Che Chosa è quest'Amor
duração: 1h10
local:
Teatro Ribeiro da Conceição, Lamego
Creio que as histórias de amor são como as viagens de comboio. E quando vejo todos esses viajantes por vezes gostava de ser um, Porque que crês tu que tanta gente espera sobre o cais da gare? Há quem fique na gare a vê-los passar. E para quem tudo são fantasmas.
Há quem apanhe o comboio às vezes certo, às vezes errado, e às vezes chega
atrasado. Tenta apanhá-lo já em andamento: escorrega, cai e magoa-se.
Entre idílios e fantasmas passam os comboios. Pregado a cada carruagem está um letreiro onde se lê: Che Chosa è quest'Amor?
O poeta-soldado Arquíloco (ca. 680 AC - ca. 645 AC) escreveu:
A raposa sabe muitas coisas. Mas o porco espinho sabe apenas uma grande coisa.

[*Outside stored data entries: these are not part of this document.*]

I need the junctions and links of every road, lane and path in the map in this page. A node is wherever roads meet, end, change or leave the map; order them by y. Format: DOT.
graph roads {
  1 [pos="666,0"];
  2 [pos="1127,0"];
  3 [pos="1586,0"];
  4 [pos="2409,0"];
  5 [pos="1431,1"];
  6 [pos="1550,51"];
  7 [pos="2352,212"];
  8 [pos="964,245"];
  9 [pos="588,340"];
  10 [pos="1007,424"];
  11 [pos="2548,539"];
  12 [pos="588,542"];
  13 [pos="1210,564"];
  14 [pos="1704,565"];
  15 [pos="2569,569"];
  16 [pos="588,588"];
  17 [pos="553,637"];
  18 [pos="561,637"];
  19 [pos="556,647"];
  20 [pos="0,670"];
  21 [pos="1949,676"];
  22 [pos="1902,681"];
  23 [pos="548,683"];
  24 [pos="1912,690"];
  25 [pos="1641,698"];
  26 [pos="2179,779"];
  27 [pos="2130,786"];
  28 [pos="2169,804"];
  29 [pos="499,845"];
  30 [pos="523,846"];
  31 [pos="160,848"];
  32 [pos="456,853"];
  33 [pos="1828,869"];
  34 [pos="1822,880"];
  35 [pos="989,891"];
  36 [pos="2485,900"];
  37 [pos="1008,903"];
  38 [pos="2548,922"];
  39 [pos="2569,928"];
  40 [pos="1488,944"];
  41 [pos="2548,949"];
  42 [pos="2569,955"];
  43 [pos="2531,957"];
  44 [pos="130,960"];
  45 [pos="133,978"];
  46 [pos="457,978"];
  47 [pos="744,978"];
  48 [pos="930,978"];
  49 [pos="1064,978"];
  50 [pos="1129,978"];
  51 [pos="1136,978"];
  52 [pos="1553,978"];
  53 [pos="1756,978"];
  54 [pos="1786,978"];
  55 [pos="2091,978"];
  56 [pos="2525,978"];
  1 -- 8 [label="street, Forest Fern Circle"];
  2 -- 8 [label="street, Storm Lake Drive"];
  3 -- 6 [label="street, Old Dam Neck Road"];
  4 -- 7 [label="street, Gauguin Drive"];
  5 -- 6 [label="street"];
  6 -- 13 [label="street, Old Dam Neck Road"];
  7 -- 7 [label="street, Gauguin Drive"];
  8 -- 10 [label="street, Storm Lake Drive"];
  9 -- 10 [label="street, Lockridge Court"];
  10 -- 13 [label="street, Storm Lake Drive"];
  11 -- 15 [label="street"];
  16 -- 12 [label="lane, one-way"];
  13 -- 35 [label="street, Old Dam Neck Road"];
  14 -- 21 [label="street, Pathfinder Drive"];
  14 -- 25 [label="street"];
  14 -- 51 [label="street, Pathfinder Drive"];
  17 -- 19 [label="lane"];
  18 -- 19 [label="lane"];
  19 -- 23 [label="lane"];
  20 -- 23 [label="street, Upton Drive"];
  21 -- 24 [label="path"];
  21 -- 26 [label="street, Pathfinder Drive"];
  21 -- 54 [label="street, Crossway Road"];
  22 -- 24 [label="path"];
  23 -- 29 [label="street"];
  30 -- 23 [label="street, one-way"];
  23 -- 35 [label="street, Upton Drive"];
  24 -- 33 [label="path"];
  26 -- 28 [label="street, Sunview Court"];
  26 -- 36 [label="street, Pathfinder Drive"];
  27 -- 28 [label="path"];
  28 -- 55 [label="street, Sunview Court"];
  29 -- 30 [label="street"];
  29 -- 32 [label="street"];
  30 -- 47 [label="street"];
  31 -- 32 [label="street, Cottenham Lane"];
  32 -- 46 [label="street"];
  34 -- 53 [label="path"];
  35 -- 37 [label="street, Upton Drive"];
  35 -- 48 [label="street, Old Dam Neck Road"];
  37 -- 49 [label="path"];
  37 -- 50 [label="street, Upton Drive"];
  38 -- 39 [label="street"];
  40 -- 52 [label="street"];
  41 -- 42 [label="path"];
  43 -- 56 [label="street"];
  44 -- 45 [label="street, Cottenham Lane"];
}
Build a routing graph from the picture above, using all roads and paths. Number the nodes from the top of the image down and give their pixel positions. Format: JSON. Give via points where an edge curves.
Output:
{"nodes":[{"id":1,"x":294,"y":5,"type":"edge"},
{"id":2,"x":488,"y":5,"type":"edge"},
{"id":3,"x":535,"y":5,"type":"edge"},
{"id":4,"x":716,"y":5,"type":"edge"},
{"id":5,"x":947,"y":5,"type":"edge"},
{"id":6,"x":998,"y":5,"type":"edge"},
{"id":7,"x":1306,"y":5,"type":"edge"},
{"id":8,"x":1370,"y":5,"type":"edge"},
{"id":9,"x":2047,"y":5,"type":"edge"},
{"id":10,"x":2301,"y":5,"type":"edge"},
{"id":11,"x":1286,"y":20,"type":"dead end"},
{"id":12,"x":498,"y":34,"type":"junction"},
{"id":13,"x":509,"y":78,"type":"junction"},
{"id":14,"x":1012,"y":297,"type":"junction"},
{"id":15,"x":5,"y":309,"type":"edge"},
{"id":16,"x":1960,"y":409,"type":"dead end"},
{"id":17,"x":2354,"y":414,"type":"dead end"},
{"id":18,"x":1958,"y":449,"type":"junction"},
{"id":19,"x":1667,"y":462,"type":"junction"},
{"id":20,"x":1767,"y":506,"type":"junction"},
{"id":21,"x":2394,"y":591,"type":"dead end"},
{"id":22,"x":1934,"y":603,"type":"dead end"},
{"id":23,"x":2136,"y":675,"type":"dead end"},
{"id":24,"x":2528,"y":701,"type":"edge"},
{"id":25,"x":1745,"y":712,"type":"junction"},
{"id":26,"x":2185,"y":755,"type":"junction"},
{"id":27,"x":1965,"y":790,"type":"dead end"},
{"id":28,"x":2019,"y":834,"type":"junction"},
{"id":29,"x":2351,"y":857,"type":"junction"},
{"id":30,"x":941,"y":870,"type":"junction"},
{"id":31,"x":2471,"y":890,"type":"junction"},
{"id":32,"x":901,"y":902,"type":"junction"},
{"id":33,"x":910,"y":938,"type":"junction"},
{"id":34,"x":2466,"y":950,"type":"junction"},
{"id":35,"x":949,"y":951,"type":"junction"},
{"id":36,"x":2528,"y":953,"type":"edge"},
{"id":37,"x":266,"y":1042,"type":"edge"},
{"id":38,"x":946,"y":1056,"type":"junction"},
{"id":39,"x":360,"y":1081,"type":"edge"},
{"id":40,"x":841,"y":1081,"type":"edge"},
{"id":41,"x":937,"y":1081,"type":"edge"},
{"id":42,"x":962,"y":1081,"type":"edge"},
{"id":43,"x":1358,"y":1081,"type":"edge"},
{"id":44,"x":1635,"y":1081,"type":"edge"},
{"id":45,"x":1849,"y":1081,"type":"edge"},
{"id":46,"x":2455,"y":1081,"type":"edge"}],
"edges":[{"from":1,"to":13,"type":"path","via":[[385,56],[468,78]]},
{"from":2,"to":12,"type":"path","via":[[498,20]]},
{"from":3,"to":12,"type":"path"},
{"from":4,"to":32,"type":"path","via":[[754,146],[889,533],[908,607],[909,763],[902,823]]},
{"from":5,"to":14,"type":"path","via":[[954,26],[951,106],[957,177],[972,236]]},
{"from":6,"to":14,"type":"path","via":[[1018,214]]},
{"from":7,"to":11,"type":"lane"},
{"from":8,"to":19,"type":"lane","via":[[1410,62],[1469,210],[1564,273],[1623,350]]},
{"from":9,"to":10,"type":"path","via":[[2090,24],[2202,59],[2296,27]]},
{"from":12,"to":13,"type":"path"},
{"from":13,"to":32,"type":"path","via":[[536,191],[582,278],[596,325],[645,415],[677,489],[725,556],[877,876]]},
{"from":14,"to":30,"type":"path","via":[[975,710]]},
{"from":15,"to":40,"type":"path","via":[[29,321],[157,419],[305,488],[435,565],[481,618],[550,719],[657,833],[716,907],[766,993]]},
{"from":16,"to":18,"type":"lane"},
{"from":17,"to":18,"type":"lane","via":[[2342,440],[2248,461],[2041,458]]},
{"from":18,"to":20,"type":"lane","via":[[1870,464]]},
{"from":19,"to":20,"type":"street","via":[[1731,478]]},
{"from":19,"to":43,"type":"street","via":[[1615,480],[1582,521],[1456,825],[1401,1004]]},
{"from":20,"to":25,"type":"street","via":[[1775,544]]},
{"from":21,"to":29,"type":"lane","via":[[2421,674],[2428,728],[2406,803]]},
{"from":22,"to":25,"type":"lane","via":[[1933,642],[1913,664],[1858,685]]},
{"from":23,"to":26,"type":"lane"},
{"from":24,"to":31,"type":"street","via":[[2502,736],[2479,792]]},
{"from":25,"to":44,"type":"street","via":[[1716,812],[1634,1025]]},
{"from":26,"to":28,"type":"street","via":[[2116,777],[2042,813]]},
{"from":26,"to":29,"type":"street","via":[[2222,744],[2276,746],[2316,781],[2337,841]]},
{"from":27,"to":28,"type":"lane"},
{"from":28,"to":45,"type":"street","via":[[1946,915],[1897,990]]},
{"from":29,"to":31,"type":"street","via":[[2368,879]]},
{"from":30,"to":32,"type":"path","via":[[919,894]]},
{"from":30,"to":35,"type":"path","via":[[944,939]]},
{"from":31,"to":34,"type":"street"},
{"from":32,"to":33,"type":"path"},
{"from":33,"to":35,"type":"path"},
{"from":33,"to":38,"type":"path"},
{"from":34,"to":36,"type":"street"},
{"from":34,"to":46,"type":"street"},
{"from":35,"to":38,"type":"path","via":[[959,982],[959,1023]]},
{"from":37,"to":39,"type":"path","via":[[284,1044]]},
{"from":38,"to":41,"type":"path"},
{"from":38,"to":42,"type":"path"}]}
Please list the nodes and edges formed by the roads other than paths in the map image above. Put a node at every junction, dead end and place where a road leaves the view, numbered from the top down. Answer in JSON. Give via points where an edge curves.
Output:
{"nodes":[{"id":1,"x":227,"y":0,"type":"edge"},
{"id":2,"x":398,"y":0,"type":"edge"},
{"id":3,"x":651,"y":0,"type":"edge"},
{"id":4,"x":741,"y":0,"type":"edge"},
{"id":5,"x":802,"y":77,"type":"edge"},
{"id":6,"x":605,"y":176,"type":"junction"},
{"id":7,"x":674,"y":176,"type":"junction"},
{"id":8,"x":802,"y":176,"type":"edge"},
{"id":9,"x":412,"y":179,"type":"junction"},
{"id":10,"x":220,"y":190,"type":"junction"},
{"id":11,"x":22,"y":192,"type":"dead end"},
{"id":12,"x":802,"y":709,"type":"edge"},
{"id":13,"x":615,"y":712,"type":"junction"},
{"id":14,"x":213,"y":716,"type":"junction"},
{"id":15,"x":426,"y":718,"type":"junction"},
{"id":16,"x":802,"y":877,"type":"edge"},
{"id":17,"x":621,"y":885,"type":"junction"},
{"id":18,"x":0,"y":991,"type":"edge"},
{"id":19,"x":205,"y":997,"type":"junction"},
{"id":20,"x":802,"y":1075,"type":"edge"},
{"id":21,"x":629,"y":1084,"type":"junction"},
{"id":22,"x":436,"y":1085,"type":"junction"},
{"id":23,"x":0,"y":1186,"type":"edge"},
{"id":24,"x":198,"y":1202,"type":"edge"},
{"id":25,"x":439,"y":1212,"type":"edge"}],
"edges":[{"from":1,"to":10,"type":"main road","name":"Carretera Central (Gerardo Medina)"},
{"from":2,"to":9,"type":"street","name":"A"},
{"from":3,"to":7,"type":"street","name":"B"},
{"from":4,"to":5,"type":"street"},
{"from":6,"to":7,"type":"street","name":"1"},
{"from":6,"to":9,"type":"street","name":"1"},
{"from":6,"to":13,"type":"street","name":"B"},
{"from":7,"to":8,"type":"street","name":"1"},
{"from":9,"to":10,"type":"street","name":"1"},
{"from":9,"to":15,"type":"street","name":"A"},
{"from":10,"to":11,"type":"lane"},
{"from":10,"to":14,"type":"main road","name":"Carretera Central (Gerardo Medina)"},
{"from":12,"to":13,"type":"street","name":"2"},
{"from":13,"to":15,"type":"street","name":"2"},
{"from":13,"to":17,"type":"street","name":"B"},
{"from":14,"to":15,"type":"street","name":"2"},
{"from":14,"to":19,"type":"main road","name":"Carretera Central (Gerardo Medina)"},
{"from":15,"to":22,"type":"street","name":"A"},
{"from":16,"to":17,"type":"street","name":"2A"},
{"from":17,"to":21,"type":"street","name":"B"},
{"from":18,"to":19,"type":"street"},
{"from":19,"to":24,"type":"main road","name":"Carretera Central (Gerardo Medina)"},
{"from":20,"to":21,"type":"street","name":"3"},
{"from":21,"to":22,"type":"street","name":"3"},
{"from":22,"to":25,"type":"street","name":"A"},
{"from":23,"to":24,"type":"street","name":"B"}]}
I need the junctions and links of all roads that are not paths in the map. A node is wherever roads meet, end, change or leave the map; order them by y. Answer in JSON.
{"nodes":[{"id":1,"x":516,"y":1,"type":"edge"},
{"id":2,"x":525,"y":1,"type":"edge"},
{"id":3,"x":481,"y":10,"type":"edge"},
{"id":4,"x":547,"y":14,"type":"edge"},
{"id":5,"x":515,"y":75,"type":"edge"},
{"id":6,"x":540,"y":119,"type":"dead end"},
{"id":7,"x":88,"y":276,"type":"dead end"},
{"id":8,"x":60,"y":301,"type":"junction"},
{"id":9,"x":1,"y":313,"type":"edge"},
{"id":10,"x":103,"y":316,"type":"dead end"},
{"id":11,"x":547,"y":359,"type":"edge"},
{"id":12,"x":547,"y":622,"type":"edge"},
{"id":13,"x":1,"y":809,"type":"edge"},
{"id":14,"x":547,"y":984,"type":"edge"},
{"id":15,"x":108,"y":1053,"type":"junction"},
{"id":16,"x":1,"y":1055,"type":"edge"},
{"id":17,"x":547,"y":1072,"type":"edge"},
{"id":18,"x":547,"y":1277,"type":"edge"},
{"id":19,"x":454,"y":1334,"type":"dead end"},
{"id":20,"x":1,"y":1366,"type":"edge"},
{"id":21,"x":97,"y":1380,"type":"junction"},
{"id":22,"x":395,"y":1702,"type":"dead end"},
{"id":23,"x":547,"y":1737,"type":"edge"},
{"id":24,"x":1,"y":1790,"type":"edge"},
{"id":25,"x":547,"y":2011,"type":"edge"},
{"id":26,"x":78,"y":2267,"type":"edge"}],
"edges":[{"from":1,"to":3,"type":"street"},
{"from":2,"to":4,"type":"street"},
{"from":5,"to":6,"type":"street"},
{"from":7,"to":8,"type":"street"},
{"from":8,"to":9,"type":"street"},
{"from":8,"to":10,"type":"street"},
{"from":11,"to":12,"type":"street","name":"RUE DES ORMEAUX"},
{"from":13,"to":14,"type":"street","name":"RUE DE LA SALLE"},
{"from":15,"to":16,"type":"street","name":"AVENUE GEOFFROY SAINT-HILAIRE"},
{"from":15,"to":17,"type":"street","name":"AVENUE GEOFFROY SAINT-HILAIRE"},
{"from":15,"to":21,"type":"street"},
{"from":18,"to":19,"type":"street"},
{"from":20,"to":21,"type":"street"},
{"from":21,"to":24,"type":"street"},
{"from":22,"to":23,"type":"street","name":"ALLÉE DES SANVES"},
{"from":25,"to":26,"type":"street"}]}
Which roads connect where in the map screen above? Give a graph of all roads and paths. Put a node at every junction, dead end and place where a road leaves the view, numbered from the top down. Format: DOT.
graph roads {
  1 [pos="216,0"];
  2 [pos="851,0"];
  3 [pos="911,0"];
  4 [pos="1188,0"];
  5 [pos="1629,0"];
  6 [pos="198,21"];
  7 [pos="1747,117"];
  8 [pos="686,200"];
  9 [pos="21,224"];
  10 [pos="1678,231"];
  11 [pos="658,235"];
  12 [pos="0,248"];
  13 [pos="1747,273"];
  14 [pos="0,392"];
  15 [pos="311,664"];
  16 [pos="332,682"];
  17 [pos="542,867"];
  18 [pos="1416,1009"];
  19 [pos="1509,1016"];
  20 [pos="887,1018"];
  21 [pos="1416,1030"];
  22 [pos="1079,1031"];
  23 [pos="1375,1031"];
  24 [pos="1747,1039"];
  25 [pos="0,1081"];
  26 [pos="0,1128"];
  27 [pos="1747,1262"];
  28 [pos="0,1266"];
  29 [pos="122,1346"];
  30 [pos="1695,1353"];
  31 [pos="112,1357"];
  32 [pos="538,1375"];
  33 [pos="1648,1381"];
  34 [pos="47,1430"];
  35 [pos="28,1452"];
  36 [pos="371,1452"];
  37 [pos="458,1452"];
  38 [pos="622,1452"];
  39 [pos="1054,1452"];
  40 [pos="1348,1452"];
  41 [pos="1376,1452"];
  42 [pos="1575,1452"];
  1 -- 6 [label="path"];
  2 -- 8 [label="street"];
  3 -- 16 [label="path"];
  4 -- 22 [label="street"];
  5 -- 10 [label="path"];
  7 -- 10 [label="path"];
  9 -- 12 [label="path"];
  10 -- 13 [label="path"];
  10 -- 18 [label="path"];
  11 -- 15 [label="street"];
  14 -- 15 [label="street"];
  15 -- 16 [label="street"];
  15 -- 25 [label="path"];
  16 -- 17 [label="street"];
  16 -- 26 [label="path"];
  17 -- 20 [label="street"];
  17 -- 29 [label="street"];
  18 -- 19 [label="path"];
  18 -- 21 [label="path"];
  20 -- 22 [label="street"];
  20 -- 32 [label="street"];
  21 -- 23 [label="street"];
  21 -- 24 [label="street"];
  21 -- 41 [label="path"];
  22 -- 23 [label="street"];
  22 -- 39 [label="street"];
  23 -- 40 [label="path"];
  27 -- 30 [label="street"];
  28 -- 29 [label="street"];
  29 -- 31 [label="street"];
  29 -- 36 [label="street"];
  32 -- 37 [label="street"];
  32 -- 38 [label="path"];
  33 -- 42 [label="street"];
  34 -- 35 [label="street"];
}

Entre o estridente ruído do comboio, filmes falantes, o som doce da flauta, a ilusão dos amantes, a desilusão dos amantes, as cordas friccionadas da viola da gamba, um autor à procura de ideias e antigas gravuras anatómicas avulsas, diz o porco-espinho à raposa:
E o que é isso tudo?
Semi-cerrando os olhos responde a raposa:
Tudo isto é poesia.
Música de: Pedro J. Maia, J. S. Bach, Peggy Lee & Victor Young, François Couperin, Vinicius de Moraes, Maki Ishii e Miguel de Fuenllana.